Records from a dataset
++++++

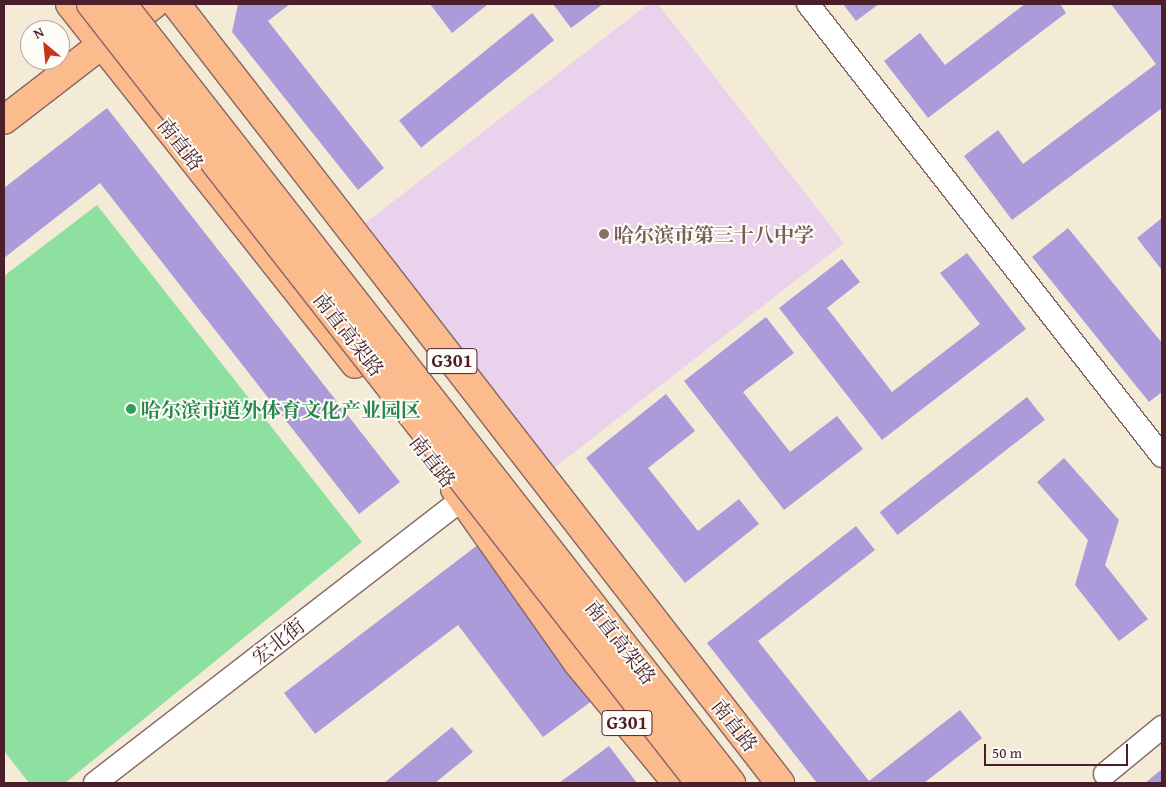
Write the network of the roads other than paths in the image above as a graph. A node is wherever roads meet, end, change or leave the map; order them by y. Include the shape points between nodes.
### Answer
1 (70, 4) edge
2 (91, 4) edge
3 (122, 4) edge
4 (154, 4) edge
5 (176, 4) edge
6 (808, 4) edge
7 (102, 45) junction
8 (4, 120) edge
9 (1162, 456) edge
10 (462, 499) junction
11 (1162, 727) edge
12 (1105, 774) dead end
13 (95, 783) edge
14 (677, 783) edge
15 (700, 783) edge
16 (731, 783) edge
17 (780, 783) edge

1 - 7 main road, 南直路 / G301
2 - 15 main road, 南直高架路, bridge
3 - 16 main road, 南直高架路, bridge
4 - 7 main road
5 - 17 main road, 南直路 / G301
6 - 9 street
7 - 8 main road
7 - 10 main road, 南直路 / G301
10 - 13 street, 宏北街
10 - 14 main road, 南直路 / G301 via 577,662
11 - 12 street

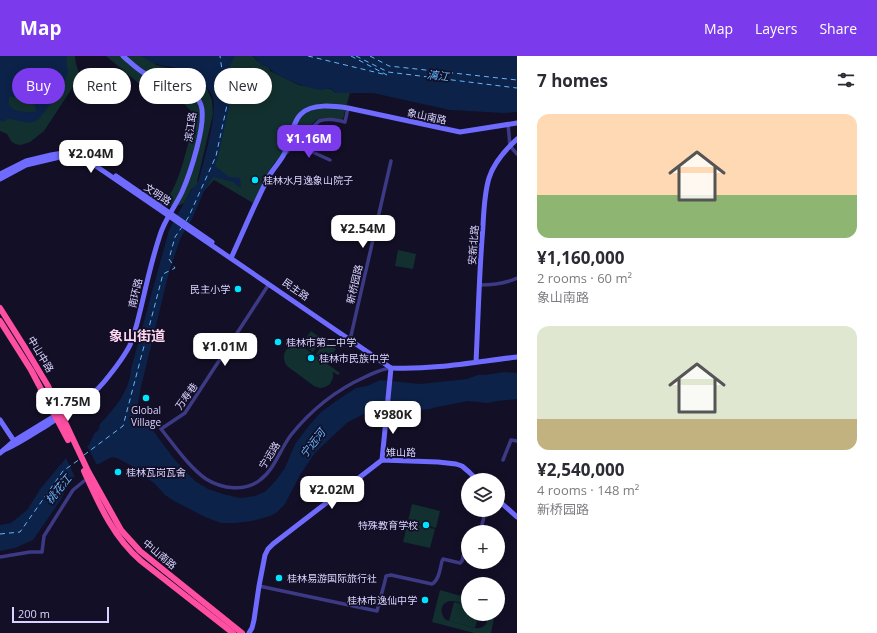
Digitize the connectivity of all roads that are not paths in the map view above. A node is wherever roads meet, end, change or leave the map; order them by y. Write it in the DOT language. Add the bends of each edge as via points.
graph roads {
  1 [pos="124,56"];
  2 [pos="348,108"];
  3 [pos="517,123"];
  4 [pos="508,124"];
  5 [pos="517,139"];
  6 [pos="295,144"];
  7 [pos="510,146"];
  8 [pos="517,154"];
  9 [pos="284,155"];
  10 [pos="330,160"];
  11 [pos="391,161"];
  12 [pos="0,174"];
  13 [pos="0,179"];
  14 [pos="169,214"];
  15 [pos="189,228"];
  16 [pos="232,256"];
  17 [pos="517,278"];
  18 [pos="269,284"];
  19 [pos="479,285"];
  20 [pos="0,308"];
  21 [pos="0,321"];
  22 [pos="350,339"];
  23 [pos="517,357"];
  24 [pos="476,362"];
  25 [pos="391,368"];
  26 [pos="58,416"];
  27 [pos="0,420"];
  28 [pos="161,430"];
  29 [pos="14,441"];
  30 [pos="517,441"];
  31 [pos="2,452"];
  32 [pos="382,460"];
  33 [pos="503,460"];
  34 [pos="87,472"];
  35 [pos="470,473"];
  36 [pos="84,481"];
  37 [pos="505,506"];
  38 [pos="517,517"];
  39 [pos="0,557"];
  40 [pos="461,562"];
  41 [pos="259,586"];
  42 [pos="234,633"];
  43 [pos="242,633"];
  44 [pos="249,633"];
  1 -- 14 [label="street, 滨江路" via="145,73 194,95 201,104 201,130 191,169 182,192"];
  2 -- 4 [label="street, 象山南路" via="460,132"];
  2 -- 6 [label="street" via="345,122 325,119 319,121"];
  2 -- 9 [label="street, 象山南路" via="325,106 302,112 296,121"];
  3 -- 4 [label="street, 象山南路"];
  4 -- 7 [label="street"];
  5 -- 7 [label="street, 安新北路"];
  6 -- 9 [label="street"];
  6 -- 10 [label="street"];
  7 -- 8 [label="street"];
  7 -- 19 [label="street, 安新北路" via="498,160 489,178"];
  9 -- 16 [label="street, 象山南路" via="268,179"];
  11 -- 22 [label="street, 新桥园路"];
  12 -- 14 [label="street, 文明路" via="26,161 68,152 76,153 92,160"];
  13 -- 14 [label="street, 文明路" via="33,163 75,156 86,160"];
  14 -- 15 [label="street, 文明路"];
  14 -- 26 [label="street, 南环路" via="153,259 136,329 123,357 113,371 86,396"];
  15 -- 16 [label="street, 民主路"];
  15 -- 18 [label="street, 民主路"];
  16 -- 22 [label="street, 民主路"];
  17 -- 19 [label="street" via="494,285"];
  18 -- 22 [label="street, 民主路"];
  18 -- 28 [label="street, 万寿巷" via="185,414"];
  19 -- 24 [label="street, 安新北路"];
  20 -- 26 [label="highway, 中山中路" via="48,386"];
  21 -- 26 [label="highway, 中山中路"];
  22 -- 25 [label="street, 民主路"];
  23 -- 24 [label="street"];
  24 -- 25 [label="street" via="406,369"];
  25 -- 28 [label="street, 宁远路" via="352,383 318,406 291,435 265,475 248,486 222,486 207,479 190,464"];
  25 -- 32 [label="street"];
  26 -- 29 [label="street, 南环路"];
  26 -- 31 [label="street, 南环路"];
  26 -- 34 [label="highway"];
  27 -- 29 [label="street"];
  29 -- 31 [label="street, 南环路"];
  30 -- 33 [label="street" via="511,440"];
  32 -- 35 [label="street, 雉山路" via="456,464"];
  32 -- 41 [label="street, 雉山路" via="268,549"];
  34 -- 42 [label="highway, 中山南路" via="105,515 125,545 141,561"];
  34 -- 43 [label="highway, 中山南路" via="119,526 135,546"];
  36 -- 39 [label="street" via="73,490 44,536 42,552"];
  37 -- 38 [label="street"];
  40 -- 41 [label="street" via="444,559 437,580 432,584 386,576 377,611"];
  41 -- 44 [label="street, 雉山路" via="254,620"];
}
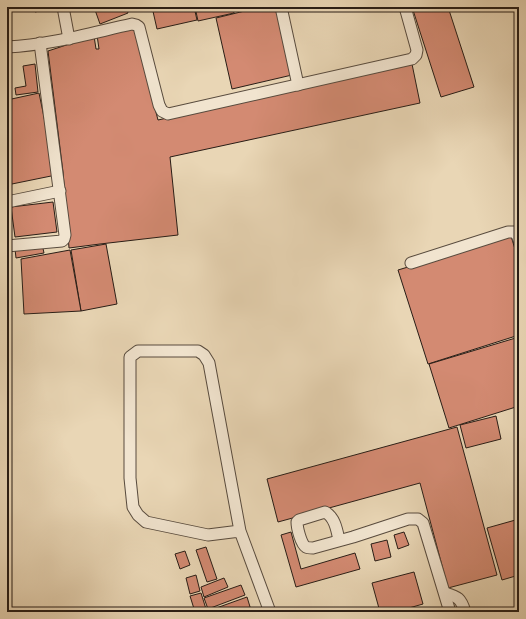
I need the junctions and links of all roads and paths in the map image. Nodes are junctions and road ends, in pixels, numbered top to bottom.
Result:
1 (63, 7) edge
2 (282, 7) edge
3 (405, 7) edge
4 (69, 38) junction
5 (40, 43) junction
6 (7, 47) edge
7 (298, 85) junction
8 (60, 191) junction
9 (7, 202) edge
10 (519, 240) edge
11 (7, 246) edge
12 (411, 263) dead end
13 (240, 531) junction
14 (339, 540) dead end
15 (445, 594) junction
16 (270, 612) edge
17 (450, 612) edge
18 (464, 612) edge

1 - 4 lane
2 - 7 lane
3 - 7 lane
4 - 5 lane
4 - 7 lane
5 - 6 lane
5 - 8 lane
8 - 9 lane
8 - 11 lane
10 - 12 lane
13 - 13 lane
13 - 16 lane
14 - 15 lane
15 - 17 lane
15 - 18 lane

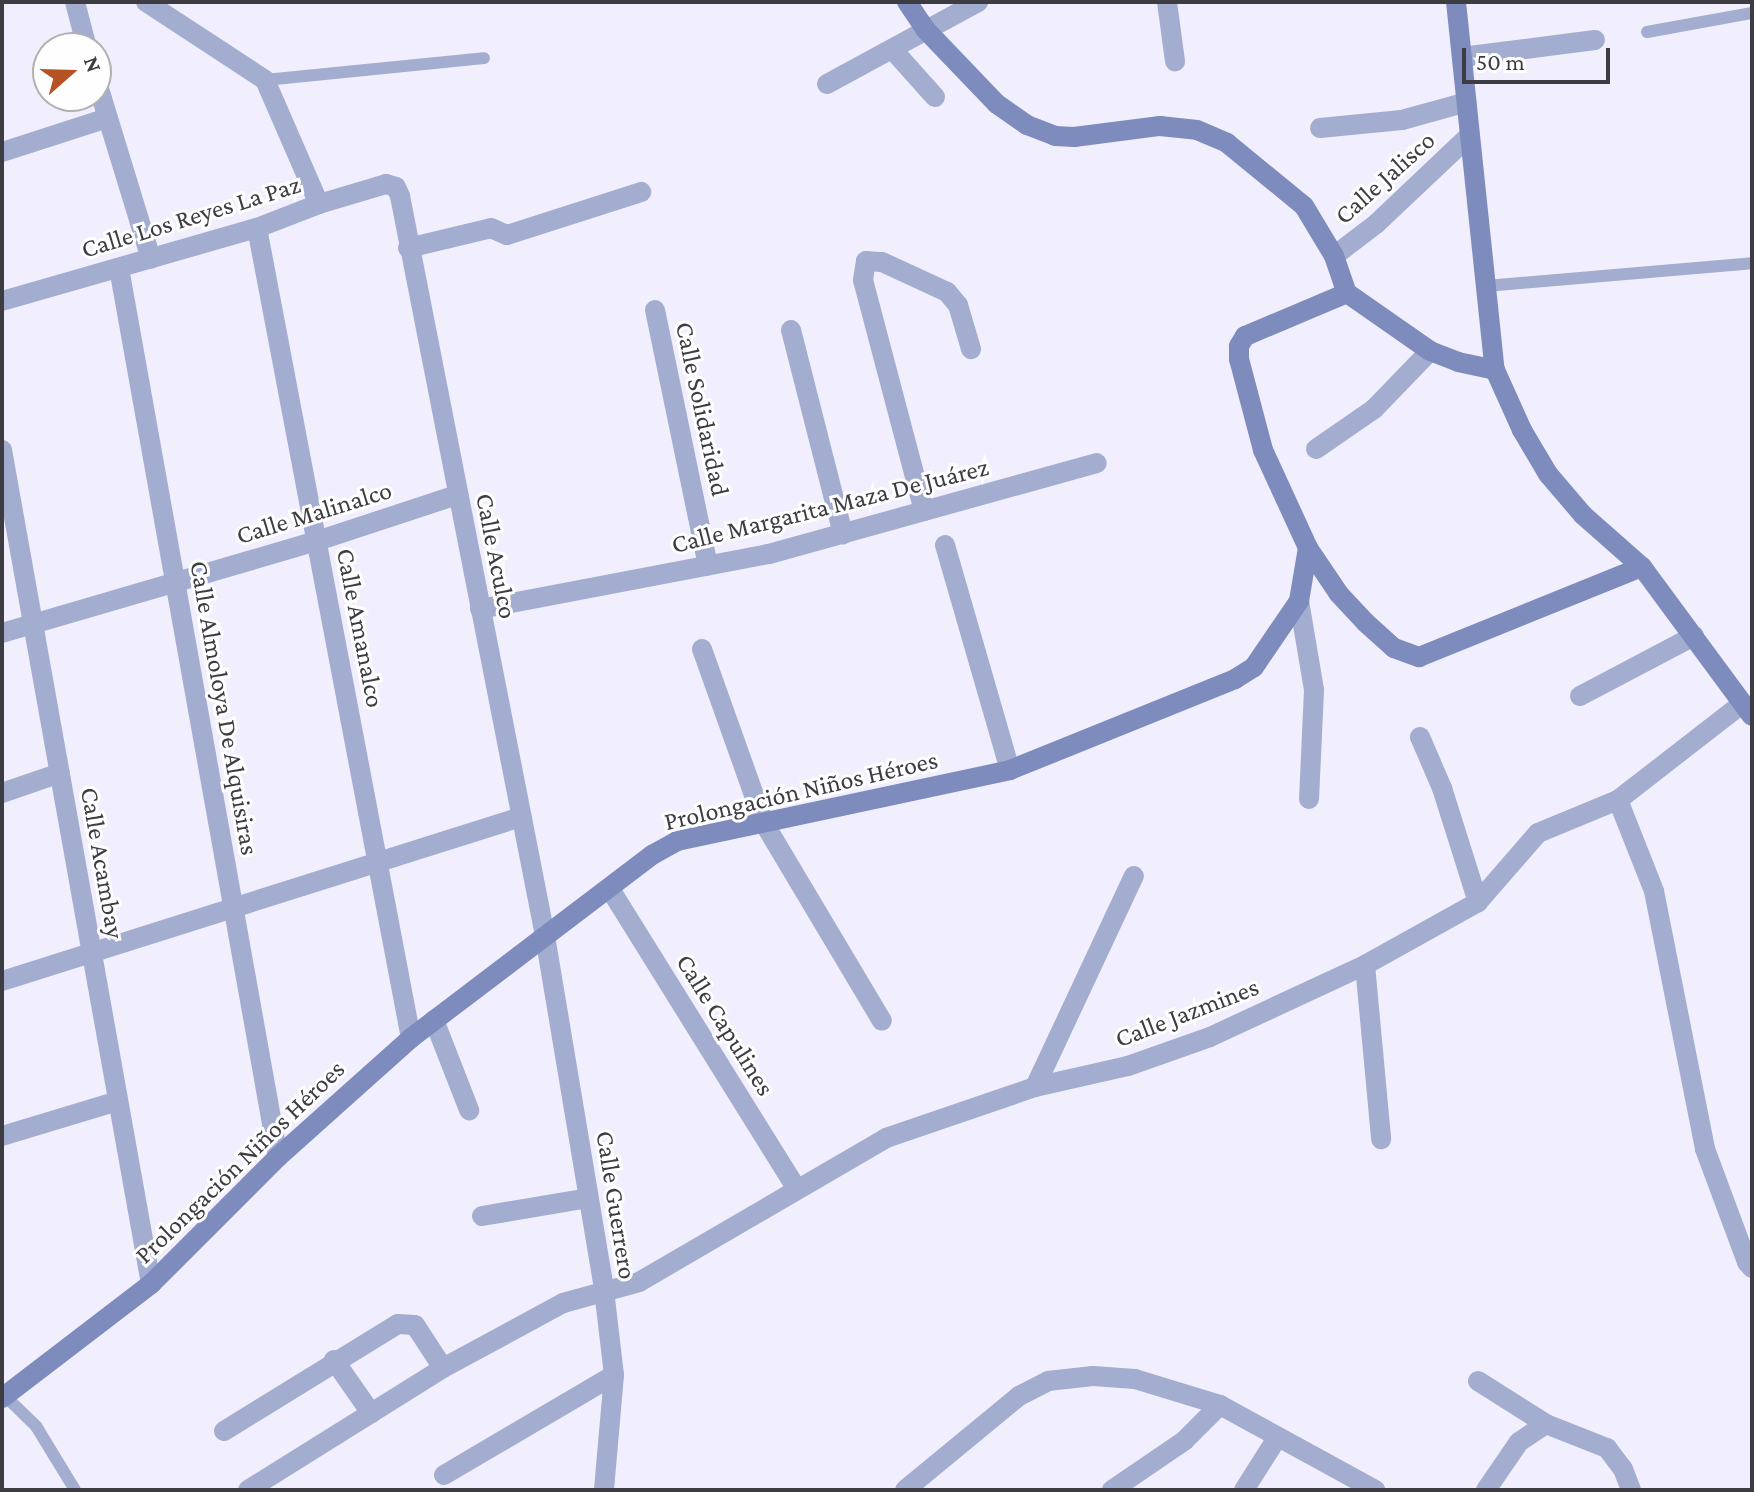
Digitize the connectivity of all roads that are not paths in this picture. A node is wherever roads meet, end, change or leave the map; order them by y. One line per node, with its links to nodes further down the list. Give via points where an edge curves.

++++++

TASK ITEM:
Filter the preceding entries down to the lines with "image".

EXERCISE SOLUTION:
Write the network of the roads other than paths in the image above as a graph. A node is wherever roads meet, end, change or leave the map; order them by y. Include the shape points between nodes.
I need the junctions and links of all roads and paths in the map image. Nodes are junctions and road ends, in pixels, numbered top to bottom.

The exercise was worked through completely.